Instructions for the task: Retype the data that follows line by line, exactly, and leave its pictures out.

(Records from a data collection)
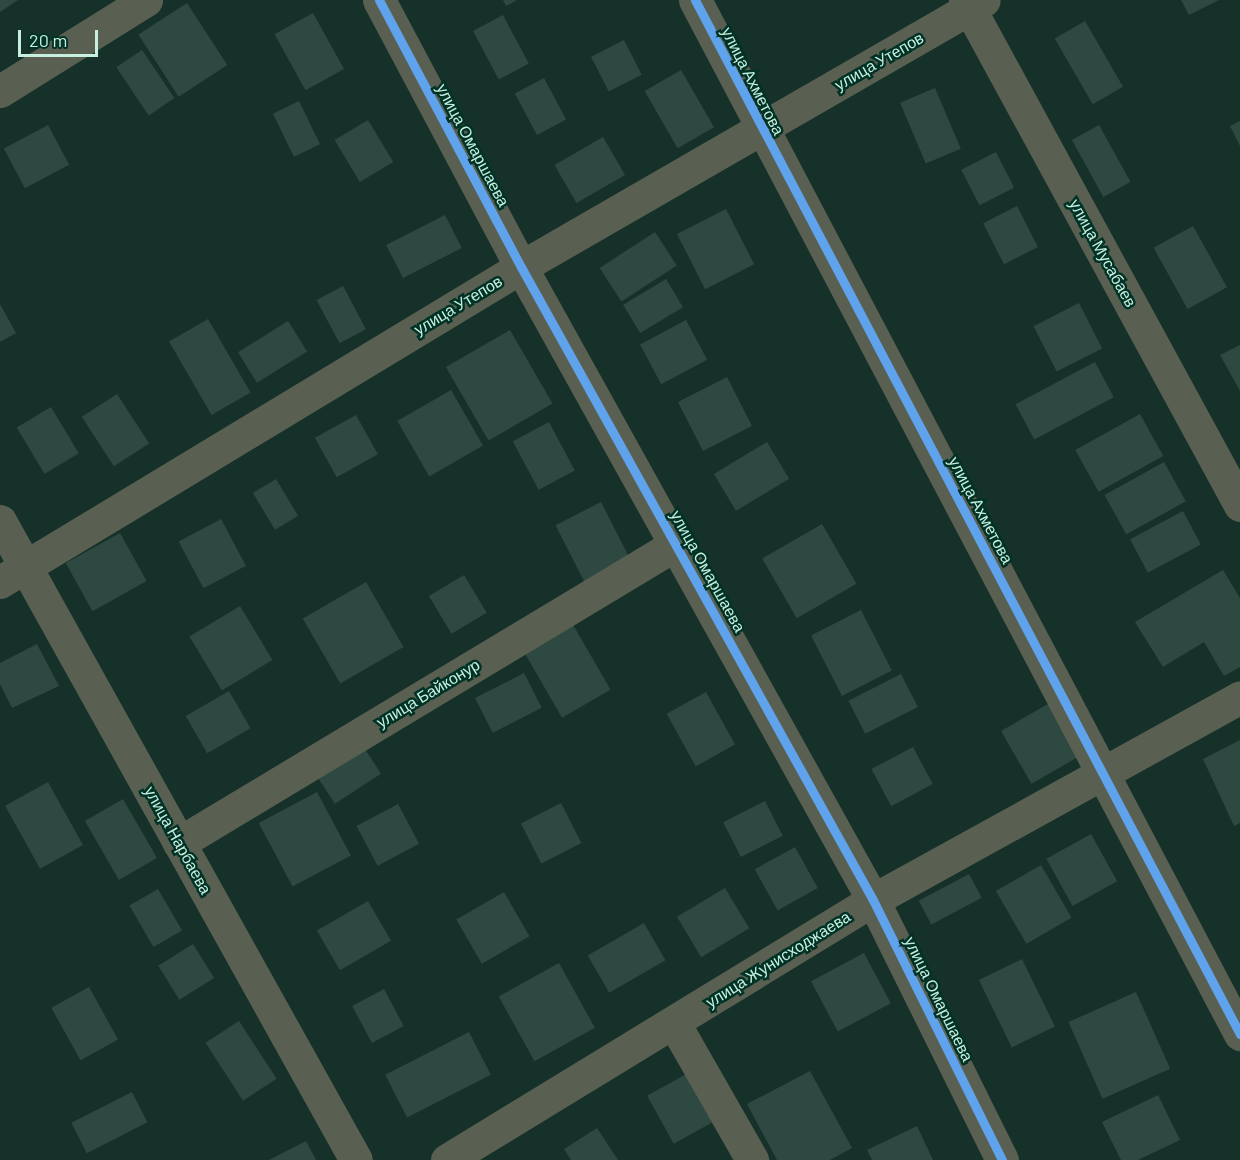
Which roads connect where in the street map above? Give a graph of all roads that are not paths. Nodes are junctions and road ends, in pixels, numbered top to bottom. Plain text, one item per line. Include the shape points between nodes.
1 (146, 0) edge
2 (379, 0) edge
3 (695, 0) edge
4 (973, 3) edge
5 (0, 91) edge
6 (761, 130) junction
7 (521, 267) junction
8 (1240, 505) edge
9 (0, 521) edge
10 (676, 544) junction
11 (13, 574) edge
12 (1240, 697) edge
13 (1105, 773) junction
14 (179, 843) junction
15 (873, 900) junction
16 (674, 1023) junction
17 (1240, 1034) edge
18 (356, 1160) edge
19 (447, 1160) edge
20 (752, 1160) edge
21 (1002, 1160) edge

1 - 5 street
2 - 7 street, улица Омаршаева
3 - 6 street, улица Ахметова
4 - 6 street, улица Утепов
4 - 8 street, улица Мусабаев
6 - 7 street, улица Утепов
6 - 13 street, улица Ахметова
7 - 10 street, улица Омаршаева
7 - 11 street, улица Утепов
9 - 11 street, улица Нарбаева
10 - 14 street, улица Байконур
10 - 15 street, улица Омаршаева
11 - 14 street, улица Нарбаева
12 - 13 street, улица Жунисходжаева
13 - 15 street, улица Жунисходжаева
13 - 17 street, улица Ахметова
14 - 18 street, улица Нарбаева
15 - 16 street, улица Жунисходжаева
15 - 21 street, улица Омаршаева
16 - 19 street, улица Жунисходжаева
16 - 20 street

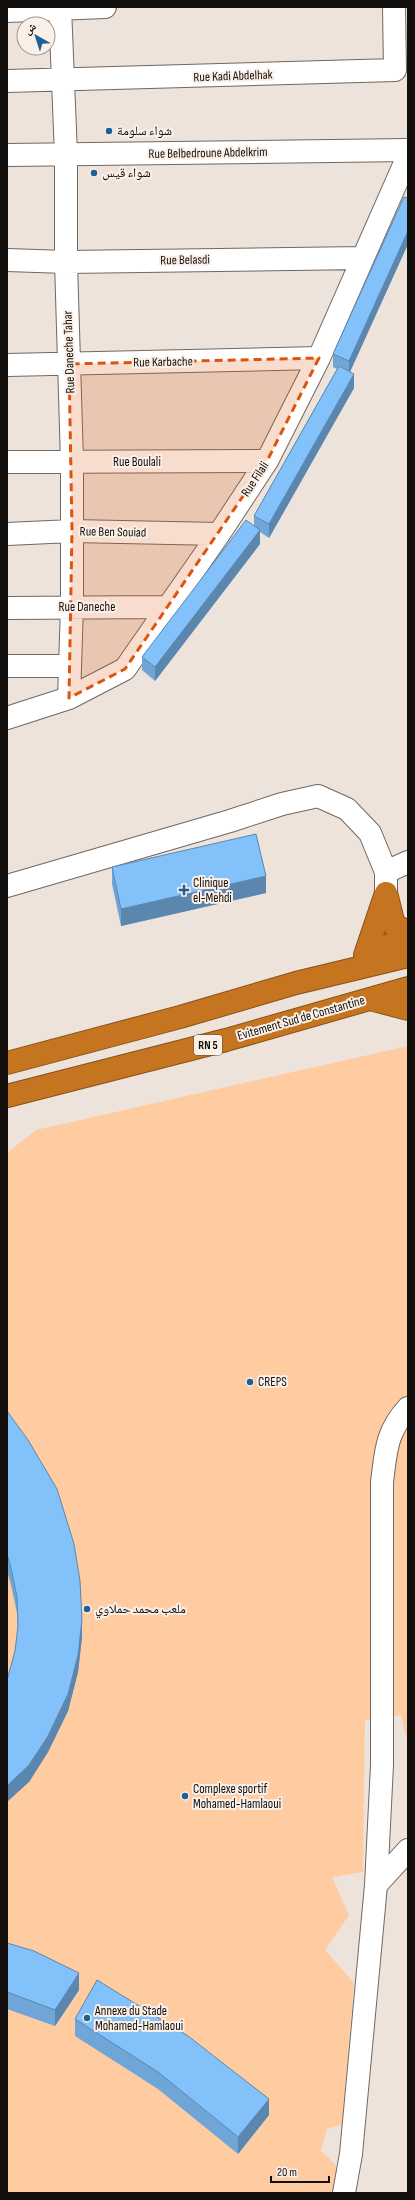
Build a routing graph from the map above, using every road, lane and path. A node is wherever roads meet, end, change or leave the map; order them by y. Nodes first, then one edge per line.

Answer space:
Which roads connect where in the street map above? Give a graph of all roads that are not paths. Nodes are junctions and road ends, in pixels, numbered top to bottom. Plain text, one item per line. Include the shape points between nodes.
1 (146, 0) edge
2 (379, 0) edge
3 (695, 0) edge
4 (973, 3) edge
5 (0, 91) edge
6 (761, 130) junction
7 (521, 267) junction
8 (1240, 505) edge
9 (0, 521) edge
10 (676, 544) junction
11 (13, 574) edge
12 (1240, 697) edge
13 (1105, 773) junction
14 (179, 843) junction
15 (873, 900) junction
16 (674, 1023) junction
17 (1240, 1034) edge
18 (356, 1160) edge
19 (447, 1160) edge
20 (752, 1160) edge
21 (1002, 1160) edge

1 - 5 street
2 - 7 street, улица Омаршаева
3 - 6 street, улица Ахметова
4 - 6 street, улица Утепов
4 - 8 street, улица Мусабаев
6 - 7 street, улица Утепов
6 - 13 street, улица Ахметова
7 - 10 street, улица Омаршаева
7 - 11 street, улица Утепов
9 - 11 street, улица Нарбаева
10 - 14 street, улица Байконур
10 - 15 street, улица Омаршаева
11 - 14 street, улица Нарбаева
12 - 13 street, улица Жунисходжаева
13 - 15 street, улица Жунисходжаева
13 - 17 street, улица Ахметова
14 - 18 street, улица Нарбаева
15 - 16 street, улица Жунисходжаева
15 - 21 street, улица Омаршаева
16 - 19 street, улица Жунисходжаева
16 - 20 street

Build a routing graph from the map above, using every road, lane and path. A node is wherever roads meet, end, change or leave the map; order them by y. Nodes first, then one edge per line.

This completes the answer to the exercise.